Tra le principali linee di azione emergono:
riconoscere le imprese di prossimità come attori del governo urbano. Includere formalmente le imprese di prossimità e le associazioni territoriali di Confcommercio come portatori di valore civico tra i soggetti che possono sottoscrivere Regolamenti per l’amministrazione condivisa e Patti di Cittadinanza, strumenti oggi molto utilizzati dai Comuni per il miglioramento della qualità della vita, della sicurezza urbana e della cura delle comunità locali;
integrare politiche di sviluppo economico e urbanistica. Attribuire le deleghe a un’unica figura politica o a una Cabina di regia inter-assessorile in modo da favorire il raccordo tra gli strumenti di pianificazione urbanistica e la programmazione commerciale, costruendo una “mappa delle polarità di prossimità” e adottando un documento programmatico pluriennale che garantisca continuità e coerenza agli interventi;
dotarsi di strumenti di conoscenza. Costruire un Osservatorio permanente sul tessuto economico urbano, integrando le fonti amministrative tradizionali con fonti innovative, come Cities Analytics di Confcommercio sui flussi pedonali nelle vie del commercio, per orientare gli investimenti pubblici dove servono realmente e rendicontarne l’utilizzo;
disciplinare l’offerta commerciale nelle aree sensibili. Utilizzare con una visione strategica il Decreto SCIA 2 e la Legge concorrenza 2022, che già consentono ai Comuni di subordinare ad autorizzazione o vietare l’insediamento di merceologie “incongrue” nei Centri Storici e nelle aree a vocazione commerciale. È un processo finalizzato a tutelare la diversità urbana nell’interesse dei residenti, che tutti i Comuni possono intraprendere;
gestire attivamente i locali sfitti. Attraverso forme strutturate di governance locale, che vedono la partecipazione attiva delle associazioni territoriali di Confcommercio, come ad esempio i Distretti del Commercio, si possono avviare importanti percorsi di cambiamento: censimenti degli spazi sfitti per iniziative mirate, abbellimento e digitalizzazione delle vetrine vuote, alleanze tra proprietà e imprenditori per favorire il mercato delle locazioni, temporary store finalizzati alla riqualificazione. Queste proposte vogliono essere un’agenda aperta per il dialogo, una traccia di lavoro condiviso: le economie di prossimità sono un pilastro delle città contemporanee, un bene comune che merita di essere riconosciuto e rafforzato.

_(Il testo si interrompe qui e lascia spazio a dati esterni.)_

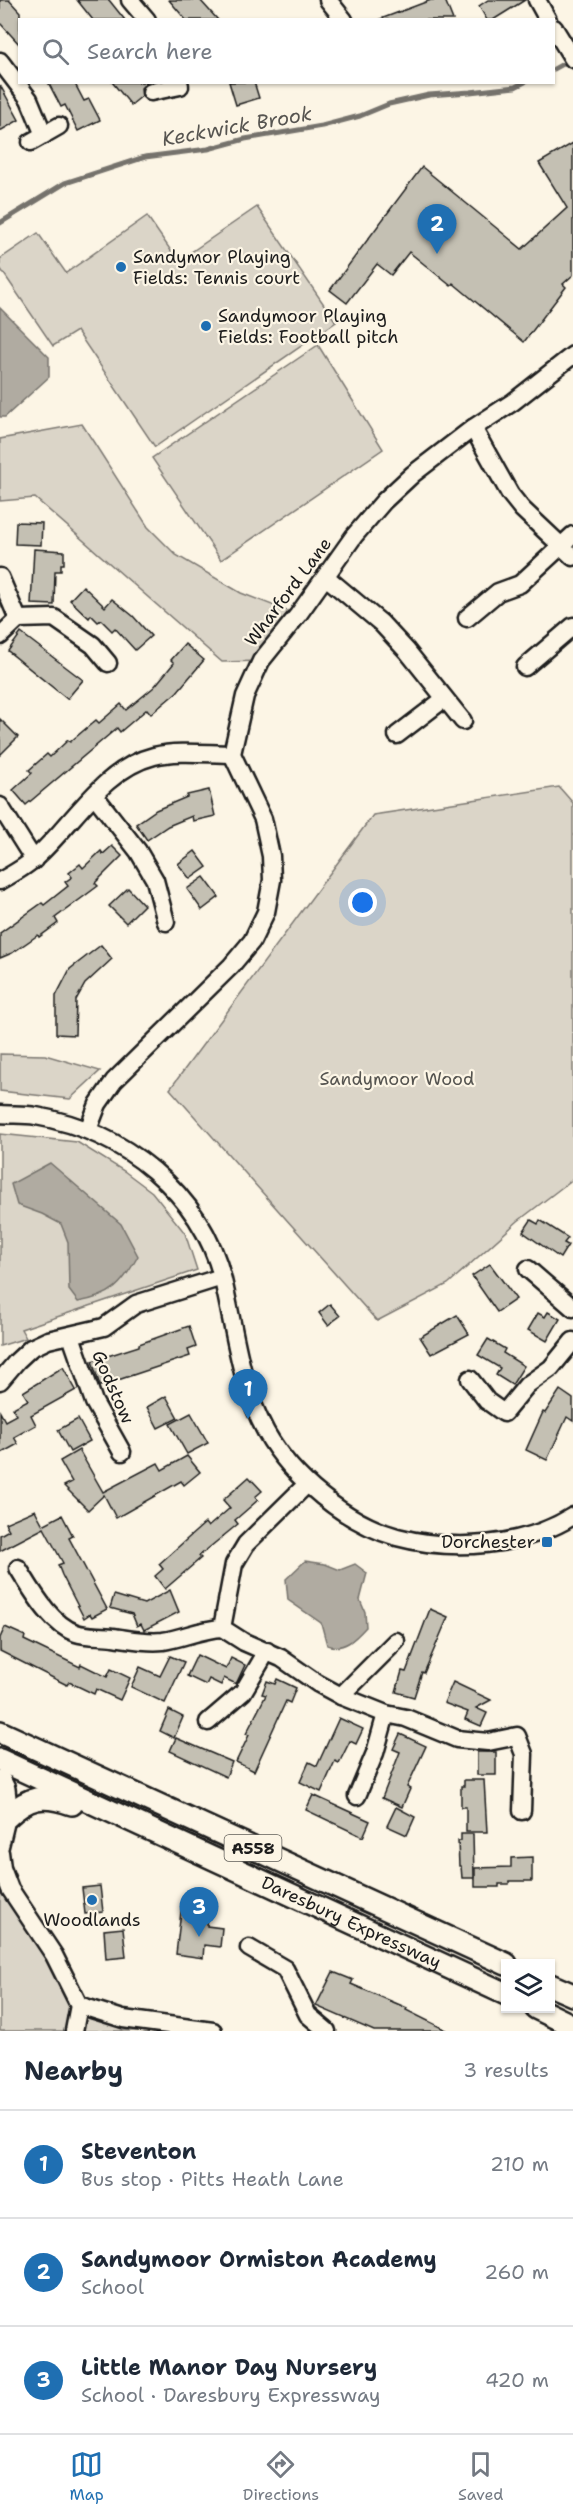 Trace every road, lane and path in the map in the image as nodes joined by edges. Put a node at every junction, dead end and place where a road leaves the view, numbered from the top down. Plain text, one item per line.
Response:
1 (130, 0) edge
2 (328, 0) edge
3 (537, 0) edge
4 (145, 18) edge
5 (342, 18) edge
6 (547, 18) edge
7 (555, 30) edge
8 (573, 59) edge
9 (0, 61) edge
10 (183, 84) edge
11 (151, 92) dead end
12 (45, 135) dead end
13 (573, 355) edge
14 (473, 428) junction
15 (567, 540) edge
16 (573, 558) edge
17 (0, 577) edge
18 (326, 577) junction
19 (467, 618) dead end
20 (18, 619) junction
21 (573, 626) edge
22 (0, 636) edge
23 (108, 663) dead end
24 (525, 667) dead end
25 (444, 699) junction
26 (463, 721) dead end
27 (397, 735) dead end
28 (232, 754) junction
29 (95, 796) junction
30 (0, 806) edge
31 (34, 860) junction
32 (0, 881) edge
33 (166, 922) dead end
34 (0, 1114) edge
35 (88, 1130) junction
36 (528, 1269) dead end
37 (222, 1277) junction
38 (573, 1308) edge
39 (71, 1336) junction
40 (573, 1341) edge
41 (470, 1379) dead end
42 (0, 1382) edge
43 (122, 1452) dead end
44 (307, 1484) junction
45 (573, 1516) edge
46 (18, 1568) dead end
47 (222, 1628) junction
48 (396, 1641) dead end
49 (267, 1651) junction
50 (341, 1696) junction
51 (386, 1713) junction
52 (208, 1722) dead end
53 (0, 1732) edge
54 (0, 1760) edge
55 (0, 1781) edge
56 (357, 1796) dead end
57 (522, 1811) dead end
58 (7, 1817) junction
59 (174, 1840) junction
60 (0, 1846) edge
61 (1, 1862) edge
62 (249, 1948) dead end
63 (501, 1962) edge
64 (555, 1987) edge
65 (501, 1992) edge
66 (573, 1995) edge
67 (78, 2005) junction
68 (546, 2013) edge
69 (573, 2026) edge
70 (75, 2031) edge
71 (213, 2031) edge
72 (327, 2031) edge

1 - 4 street
2 - 5 street
3 - 6 street
7 - 8 street
9 - 12 street
10 - 11 street
13 - 14 street, Wharford Lane
14 - 15 street
14 - 18 street, Wharford Lane
15 - 16 street
15 - 19 street
17 - 20 street
18 - 25 street
18 - 28 street, Wharford Lane
20 - 22 street
20 - 23 street
21 - 24 street
25 - 26 street
25 - 27 street
28 - 29 street
28 - 35 street
29 - 31 street
29 - 33 street
30 - 31 street
31 - 32 street
34 - 35 street
35 - 37 street
36 - 38 street
37 - 39 street, Godstow
37 - 44 street
39 - 42 street, Godstow
39 - 43 street, Godstow
40 - 41 street
44 - 45 street
44 - 47 street
46 - 47 street
47 - 49 street
48 - 50 street
49 - 50 street
49 - 52 street
50 - 51 street
51 - 56 street
51 - 57 street
53 - 63 main road, Daresbury Expressway / A558
54 - 59 main road, Daresbury Expressway / A558
55 - 58 main road
58 - 59 main road
58 - 60 street
59 - 65 main road, Daresbury Expressway / A558
61 - 67 street
62 - 72 street
64 - 66 main road
67 - 70 street
67 - 71 street
68 - 69 main road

Le proposte mirano a costruire un quadro di intervento coordinato, capace di affrontare in modo strutturale le trasformazioni in atto.
Sangalli: “Emergenza urbana, serve un patto con i sindaci”
Nel commentare i dati, il presidente di Confcommercio Carlo Sangalli ha definito la desertificazione commerciale una “emergenza urbana”, sottolineando come la riduzione dei negozi comporti meno servizi e minore sicurezza nelle città.
La proposta è quella di avviare un confronto con i sindaci su tre priorità: disciplinare l’offerta commerciale nei centri storici, favorire il riutilizzo dei locali sfitti e integrare sviluppo economico e urbanistica.
Anche altre associazioni di settore, come Federmoda e Confedilizia, evidenziano la necessità di interventi urgenti, sottolineando l’impatto del fenomeno sulla qualità della vita urbana e sulla vitalità economica dei territori.